Scan the listing below for the word "graph" and copy every line where it occurs.

### DATA EXCERPTS:

● ● ●

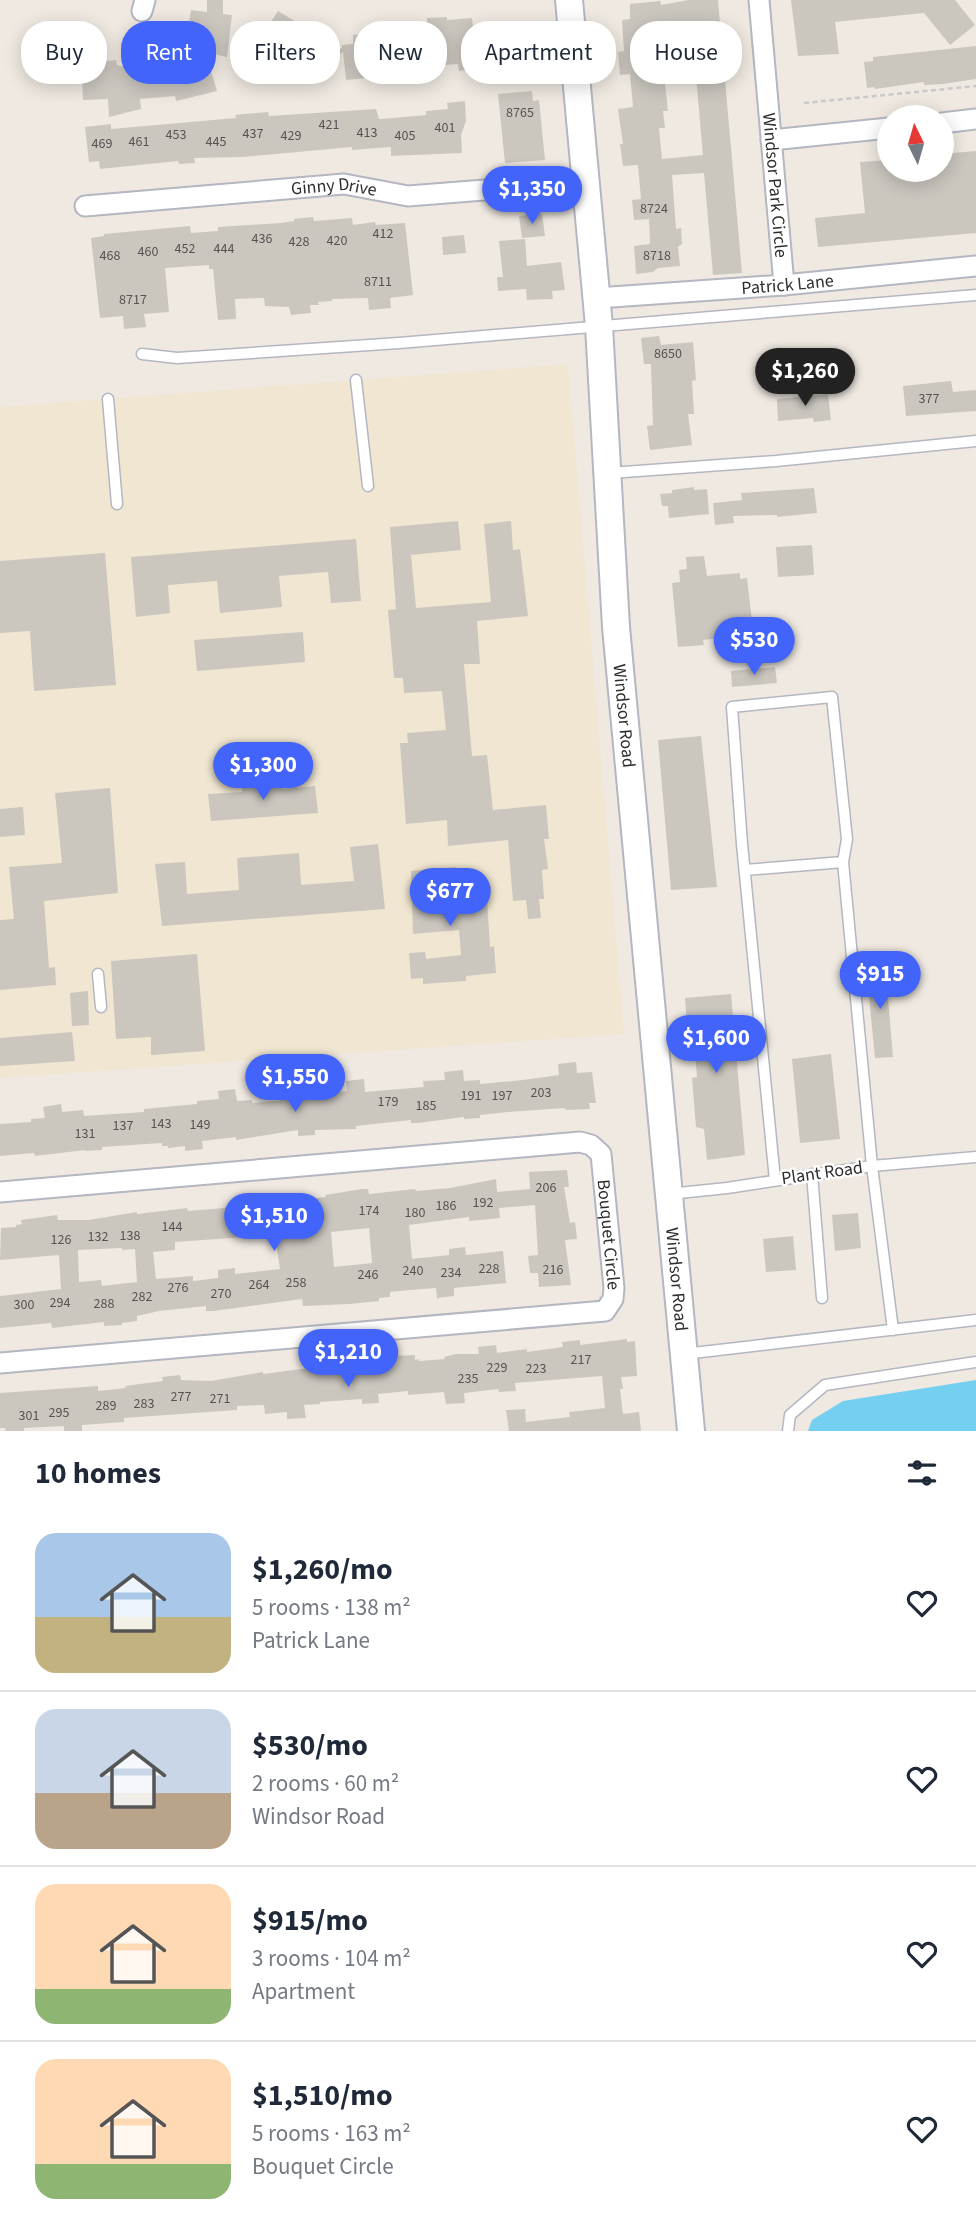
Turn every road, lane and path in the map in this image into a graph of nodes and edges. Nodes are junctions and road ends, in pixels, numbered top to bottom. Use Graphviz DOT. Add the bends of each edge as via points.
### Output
graph roads {
  1 [pos="569,0"];
  2 [pos="758,0"];
  3 [pos="976,86"];
  4 [pos="804,103"];
  5 [pos="976,119"];
  6 [pos="954,122"];
  7 [pos="877,129"];
  8 [pos="771,140"];
  9 [pos="585,182"];
  10 [pos="85,206"];
  11 [pos="976,266"];
  12 [pos="784,285"];
  13 [pos="976,295"];
  14 [pos="597,298"];
  15 [pos="599,327"];
  16 [pos="142,354"];
  17 [pos="356,380"];
  18 [pos="108,399"];
  19 [pos="976,441"];
  20 [pos="606,473"];
  21 [pos="368,486"];
  22 [pos="117,504"];
  23 [pos="843,862"];
  24 [pos="745,870"];
  25 [pos="98,974"];
  26 [pos="101,1007"];
  27 [pos="976,1157"];
  28 [pos="872,1166"];
  29 [pos="812,1174"];
  30 [pos="775,1180"];
  31 [pos="0,1192"];
  32 [pos="668,1194"];
  33 [pos="822,1298"];
  34 [pos="976,1320"];
  35 [pos="893,1330"];
  36 [pos="683,1354"];
  37 [pos="976,1362"];
  38 [pos="0,1363"];
  39 [pos="691,1431"];
  40 [pos="788,1431"];
  1 -- 9 [label="main road, Windsor Road"];
  2 -- 8 [label="street, Windsor Park Circle"];
  3 -- 4 [label="path"];
  5 -- 6 [label="street"];
  7 -- 8 [label="street"];
  8 -- 12 [label="street, Windsor Park Circle"];
  9 -- 10 [label="street, Ginny Drive" via="408,197 344,184"];
  9 -- 14 [label="main road, Windsor Road"];
  11 -- 12 [label="street, Patrick Lane"];
  12 -- 14 [label="street, Patrick Lane"];
  13 -- 15 [label="lane"];
  14 -- 15 [label="main road, Windsor Road"];
  15 -- 16 [label="lane" via="177,358"];
  15 -- 20 [label="main road, Windsor Road"];
  17 -- 21 [label="lane"];
  18 -- 22 [label="lane"];
  19 -- 20 [label="lane"];
  20 -- 32 [label="main road, Windsor Road"];
  23 -- 24 [label="lane"];
  23 -- 24 [label="lane" via="847,839 832,697 732,706"];
  23 -- 28 [label="lane"];
  24 -- 30 [label="lane"];
  25 -- 26 [label="lane"];
  27 -- 28 [label="lane, Plant Road"];
  28 -- 29 [label="lane, Plant Road"];
  28 -- 35 [label="lane"];
  29 -- 30 [label="lane, Plant Road"];
  29 -- 33 [label="lane"];
  30 -- 32 [label="lane, Plant Road"];
  31 -- 38 [label="street, Bouquet Circle" via="580,1142 601,1154 614,1288 605,1311"];
  32 -- 36 [label="main road, Windsor Road"];
  34 -- 35 [label="lane"];
  35 -- 36 [label="lane"];
  36 -- 39 [label="main road, Windsor Road"];
  37 -- 40 [label="lane" via="825,1385 790,1415"];
}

● ● ●

### YOUR RESPONSE:
Turn every road, lane and path in the map in this image into a graph of nodes and edges. Nodes are junctions and road ends, in pixels, numbered top to bottom. Use Graphviz DOT. Add the bends of each edge as via points.
graph roads {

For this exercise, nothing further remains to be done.